§ **PROVIDED ENTRIES**
==*==

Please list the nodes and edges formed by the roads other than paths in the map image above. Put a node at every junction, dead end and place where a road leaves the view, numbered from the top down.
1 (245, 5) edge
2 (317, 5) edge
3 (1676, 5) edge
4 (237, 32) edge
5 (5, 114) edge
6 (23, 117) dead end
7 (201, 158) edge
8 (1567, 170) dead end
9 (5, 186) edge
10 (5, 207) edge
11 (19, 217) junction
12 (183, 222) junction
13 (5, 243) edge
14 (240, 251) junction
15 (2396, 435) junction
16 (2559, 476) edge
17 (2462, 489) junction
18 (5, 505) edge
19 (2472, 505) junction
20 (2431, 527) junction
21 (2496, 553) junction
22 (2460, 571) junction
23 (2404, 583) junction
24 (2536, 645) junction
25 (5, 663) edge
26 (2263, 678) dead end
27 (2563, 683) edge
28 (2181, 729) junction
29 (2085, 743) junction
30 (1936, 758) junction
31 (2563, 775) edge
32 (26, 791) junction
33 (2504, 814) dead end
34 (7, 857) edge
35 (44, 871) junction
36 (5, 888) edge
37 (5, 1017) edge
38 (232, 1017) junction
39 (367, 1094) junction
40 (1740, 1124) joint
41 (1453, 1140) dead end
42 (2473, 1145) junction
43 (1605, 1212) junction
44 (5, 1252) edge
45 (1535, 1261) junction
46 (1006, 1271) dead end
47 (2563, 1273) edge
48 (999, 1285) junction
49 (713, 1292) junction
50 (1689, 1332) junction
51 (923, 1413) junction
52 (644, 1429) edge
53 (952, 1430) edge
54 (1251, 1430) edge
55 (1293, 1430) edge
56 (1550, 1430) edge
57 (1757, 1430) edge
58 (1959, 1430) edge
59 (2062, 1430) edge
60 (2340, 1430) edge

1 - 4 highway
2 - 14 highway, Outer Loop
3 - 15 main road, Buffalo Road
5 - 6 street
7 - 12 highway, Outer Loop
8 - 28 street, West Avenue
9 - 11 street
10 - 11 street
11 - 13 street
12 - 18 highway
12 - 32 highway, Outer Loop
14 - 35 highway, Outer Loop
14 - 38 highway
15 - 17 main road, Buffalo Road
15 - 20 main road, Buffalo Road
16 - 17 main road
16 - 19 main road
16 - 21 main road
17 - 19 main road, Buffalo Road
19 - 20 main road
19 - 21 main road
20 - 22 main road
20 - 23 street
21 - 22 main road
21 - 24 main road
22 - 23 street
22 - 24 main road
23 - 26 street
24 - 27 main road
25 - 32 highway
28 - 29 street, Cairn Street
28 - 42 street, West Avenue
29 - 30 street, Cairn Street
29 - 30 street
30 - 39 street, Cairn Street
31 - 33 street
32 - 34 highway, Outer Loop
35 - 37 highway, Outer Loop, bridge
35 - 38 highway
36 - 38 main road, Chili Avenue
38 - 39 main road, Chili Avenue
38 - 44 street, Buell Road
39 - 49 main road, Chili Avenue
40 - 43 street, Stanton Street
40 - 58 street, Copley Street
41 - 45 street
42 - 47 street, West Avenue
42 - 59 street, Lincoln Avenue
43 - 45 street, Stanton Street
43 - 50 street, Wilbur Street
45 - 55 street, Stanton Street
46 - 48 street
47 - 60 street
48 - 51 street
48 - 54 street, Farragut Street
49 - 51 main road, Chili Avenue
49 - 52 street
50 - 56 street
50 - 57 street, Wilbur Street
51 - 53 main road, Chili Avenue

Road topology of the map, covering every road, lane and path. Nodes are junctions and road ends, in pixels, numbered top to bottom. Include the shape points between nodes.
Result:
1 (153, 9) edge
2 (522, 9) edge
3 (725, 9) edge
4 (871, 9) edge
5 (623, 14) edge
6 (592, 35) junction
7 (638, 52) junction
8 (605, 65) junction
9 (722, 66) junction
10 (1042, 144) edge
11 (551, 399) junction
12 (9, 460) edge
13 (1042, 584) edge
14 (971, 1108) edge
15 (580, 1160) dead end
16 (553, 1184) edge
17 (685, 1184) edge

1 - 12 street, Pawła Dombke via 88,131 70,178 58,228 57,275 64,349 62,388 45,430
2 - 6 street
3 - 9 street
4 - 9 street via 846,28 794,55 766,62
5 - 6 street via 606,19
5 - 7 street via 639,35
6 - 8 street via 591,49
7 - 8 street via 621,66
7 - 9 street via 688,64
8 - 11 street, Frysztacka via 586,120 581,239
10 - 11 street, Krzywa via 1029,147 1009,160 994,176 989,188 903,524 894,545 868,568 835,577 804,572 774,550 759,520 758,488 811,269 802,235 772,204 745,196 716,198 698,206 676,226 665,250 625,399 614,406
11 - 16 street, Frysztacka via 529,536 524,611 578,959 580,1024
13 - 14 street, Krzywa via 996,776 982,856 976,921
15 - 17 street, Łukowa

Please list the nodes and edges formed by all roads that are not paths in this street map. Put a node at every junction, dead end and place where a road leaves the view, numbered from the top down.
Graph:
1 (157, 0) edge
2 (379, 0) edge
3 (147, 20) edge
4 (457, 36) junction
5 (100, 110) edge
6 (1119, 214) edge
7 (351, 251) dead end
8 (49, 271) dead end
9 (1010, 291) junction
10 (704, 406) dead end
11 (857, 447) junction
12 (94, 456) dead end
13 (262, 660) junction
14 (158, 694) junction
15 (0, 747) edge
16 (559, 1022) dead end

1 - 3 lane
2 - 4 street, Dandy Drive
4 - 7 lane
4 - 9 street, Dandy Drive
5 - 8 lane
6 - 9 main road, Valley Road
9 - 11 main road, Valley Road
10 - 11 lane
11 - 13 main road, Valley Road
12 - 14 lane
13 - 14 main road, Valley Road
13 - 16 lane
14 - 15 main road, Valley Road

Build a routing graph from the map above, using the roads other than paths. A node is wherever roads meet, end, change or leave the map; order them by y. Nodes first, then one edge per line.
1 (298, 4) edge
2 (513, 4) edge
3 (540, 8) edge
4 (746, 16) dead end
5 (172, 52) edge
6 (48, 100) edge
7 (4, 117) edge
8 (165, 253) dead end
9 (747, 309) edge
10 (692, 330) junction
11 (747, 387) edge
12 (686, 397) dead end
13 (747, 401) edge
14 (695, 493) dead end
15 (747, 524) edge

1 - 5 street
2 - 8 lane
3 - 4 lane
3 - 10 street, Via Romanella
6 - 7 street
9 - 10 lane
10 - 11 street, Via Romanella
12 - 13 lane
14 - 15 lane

==*==

Everything in the listing should be set down again exactly.

§ **THE COMPLETED TASK**
Please list the nodes and edges formed by the roads other than paths in the map image above. Put a node at every junction, dead end and place where a road leaves the view, numbered from the top down.
1 (245, 5) edge
2 (317, 5) edge
3 (1676, 5) edge
4 (237, 32) edge
5 (5, 114) edge
6 (23, 117) dead end
7 (201, 158) edge
8 (1567, 170) dead end
9 (5, 186) edge
10 (5, 207) edge
11 (19, 217) junction
12 (183, 222) junction
13 (5, 243) edge
14 (240, 251) junction
15 (2396, 435) junction
16 (2559, 476) edge
17 (2462, 489) junction
18 (5, 505) edge
19 (2472, 505) junction
20 (2431, 527) junction
21 (2496, 553) junction
22 (2460, 571) junction
23 (2404, 583) junction
24 (2536, 645) junction
25 (5, 663) edge
26 (2263, 678) dead end
27 (2563, 683) edge
28 (2181, 729) junction
29 (2085, 743) junction
30 (1936, 758) junction
31 (2563, 775) edge
32 (26, 791) junction
33 (2504, 814) dead end
34 (7, 857) edge
35 (44, 871) junction
36 (5, 888) edge
37 (5, 1017) edge
38 (232, 1017) junction
39 (367, 1094) junction
40 (1740, 1124) joint
41 (1453, 1140) dead end
42 (2473, 1145) junction
43 (1605, 1212) junction
44 (5, 1252) edge
45 (1535, 1261) junction
46 (1006, 1271) dead end
47 (2563, 1273) edge
48 (999, 1285) junction
49 (713, 1292) junction
50 (1689, 1332) junction
51 (923, 1413) junction
52 (644, 1429) edge
53 (952, 1430) edge
54 (1251, 1430) edge
55 (1293, 1430) edge
56 (1550, 1430) edge
57 (1757, 1430) edge
58 (1959, 1430) edge
59 (2062, 1430) edge
60 (2340, 1430) edge

1 - 4 highway
2 - 14 highway, Outer Loop
3 - 15 main road, Buffalo Road
5 - 6 street
7 - 12 highway, Outer Loop
8 - 28 street, West Avenue
9 - 11 street
10 - 11 street
11 - 13 street
12 - 18 highway
12 - 32 highway, Outer Loop
14 - 35 highway, Outer Loop
14 - 38 highway
15 - 17 main road, Buffalo Road
15 - 20 main road, Buffalo Road
16 - 17 main road
16 - 19 main road
16 - 21 main road
17 - 19 main road, Buffalo Road
19 - 20 main road
19 - 21 main road
20 - 22 main road
20 - 23 street
21 - 22 main road
21 - 24 main road
22 - 23 street
22 - 24 main road
23 - 26 street
24 - 27 main road
25 - 32 highway
28 - 29 street, Cairn Street
28 - 42 street, West Avenue
29 - 30 street, Cairn Street
29 - 30 street
30 - 39 street, Cairn Street
31 - 33 street
32 - 34 highway, Outer Loop
35 - 37 highway, Outer Loop, bridge
35 - 38 highway
36 - 38 main road, Chili Avenue
38 - 39 main road, Chili Avenue
38 - 44 street, Buell Road
39 - 49 main road, Chili Avenue
40 - 43 street, Stanton Street
40 - 58 street, Copley Street
41 - 45 street
42 - 47 street, West Avenue
42 - 59 street, Lincoln Avenue
43 - 45 street, Stanton Street
43 - 50 street, Wilbur Street
45 - 55 street, Stanton Street
46 - 48 street
47 - 60 street
48 - 51 street
48 - 54 street, Farragut Street
49 - 51 main road, Chili Avenue
49 - 52 street
50 - 56 street
50 - 57 street, Wilbur Street
51 - 53 main road, Chili Avenue

Road topology of the map, covering every road, lane and path. Nodes are junctions and road ends, in pixels, numbered top to bottom. Include the shape points between nodes.
Result:
1 (153, 9) edge
2 (522, 9) edge
3 (725, 9) edge
4 (871, 9) edge
5 (623, 14) edge
6 (592, 35) junction
7 (638, 52) junction
8 (605, 65) junction
9 (722, 66) junction
10 (1042, 144) edge
11 (551, 399) junction
12 (9, 460) edge
13 (1042, 584) edge
14 (971, 1108) edge
15 (580, 1160) dead end
16 (553, 1184) edge
17 (685, 1184) edge

1 - 12 street, Pawła Dombke via 88,131 70,178 58,228 57,275 64,349 62,388 45,430
2 - 6 street
3 - 9 street
4 - 9 street via 846,28 794,55 766,62
5 - 6 street via 606,19
5 - 7 street via 639,35
6 - 8 street via 591,49
7 - 8 street via 621,66
7 - 9 street via 688,64
8 - 11 street, Frysztacka via 586,120 581,239
10 - 11 street, Krzywa via 1029,147 1009,160 994,176 989,188 903,524 894,545 868,568 835,577 804,572 774,550 759,520 758,488 811,269 802,235 772,204 745,196 716,198 698,206 676,226 665,250 625,399 614,406
11 - 16 street, Frysztacka via 529,536 524,611 578,959 580,1024
13 - 14 street, Krzywa via 996,776 982,856 976,921
15 - 17 street, Łukowa

Please list the nodes and edges formed by all roads that are not paths in this street map. Put a node at every junction, dead end and place where a road leaves the view, numbered from the top down.
Graph:
1 (157, 0) edge
2 (379, 0) edge
3 (147, 20) edge
4 (457, 36) junction
5 (100, 110) edge
6 (1119, 214) edge
7 (351, 251) dead end
8 (49, 271) dead end
9 (1010, 291) junction
10 (704, 406) dead end
11 (857, 447) junction
12 (94, 456) dead end
13 (262, 660) junction
14 (158, 694) junction
15 (0, 747) edge
16 (559, 1022) dead end

1 - 3 lane
2 - 4 street, Dandy Drive
4 - 7 lane
4 - 9 street, Dandy Drive
5 - 8 lane
6 - 9 main road, Valley Road
9 - 11 main road, Valley Road
10 - 11 lane
11 - 13 main road, Valley Road
12 - 14 lane
13 - 14 main road, Valley Road
13 - 16 lane
14 - 15 main road, Valley Road

Build a routing graph from the map above, using the roads other than paths. A node is wherever roads meet, end, change or leave the map; order them by y. Nodes first, then one edge per line.
1 (298, 4) edge
2 (513, 4) edge
3 (540, 8) edge
4 (746, 16) dead end
5 (172, 52) edge
6 (48, 100) edge
7 (4, 117) edge
8 (165, 253) dead end
9 (747, 309) edge
10 (692, 330) junction
11 (747, 387) edge
12 (686, 397) dead end
13 (747, 401) edge
14 (695, 493) dead end
15 (747, 524) edge

1 - 5 street
2 - 8 lane
3 - 4 lane
3 - 10 street, Via Romanella
6 - 7 street
9 - 10 lane
10 - 11 street, Via Romanella
12 - 13 lane
14 - 15 lane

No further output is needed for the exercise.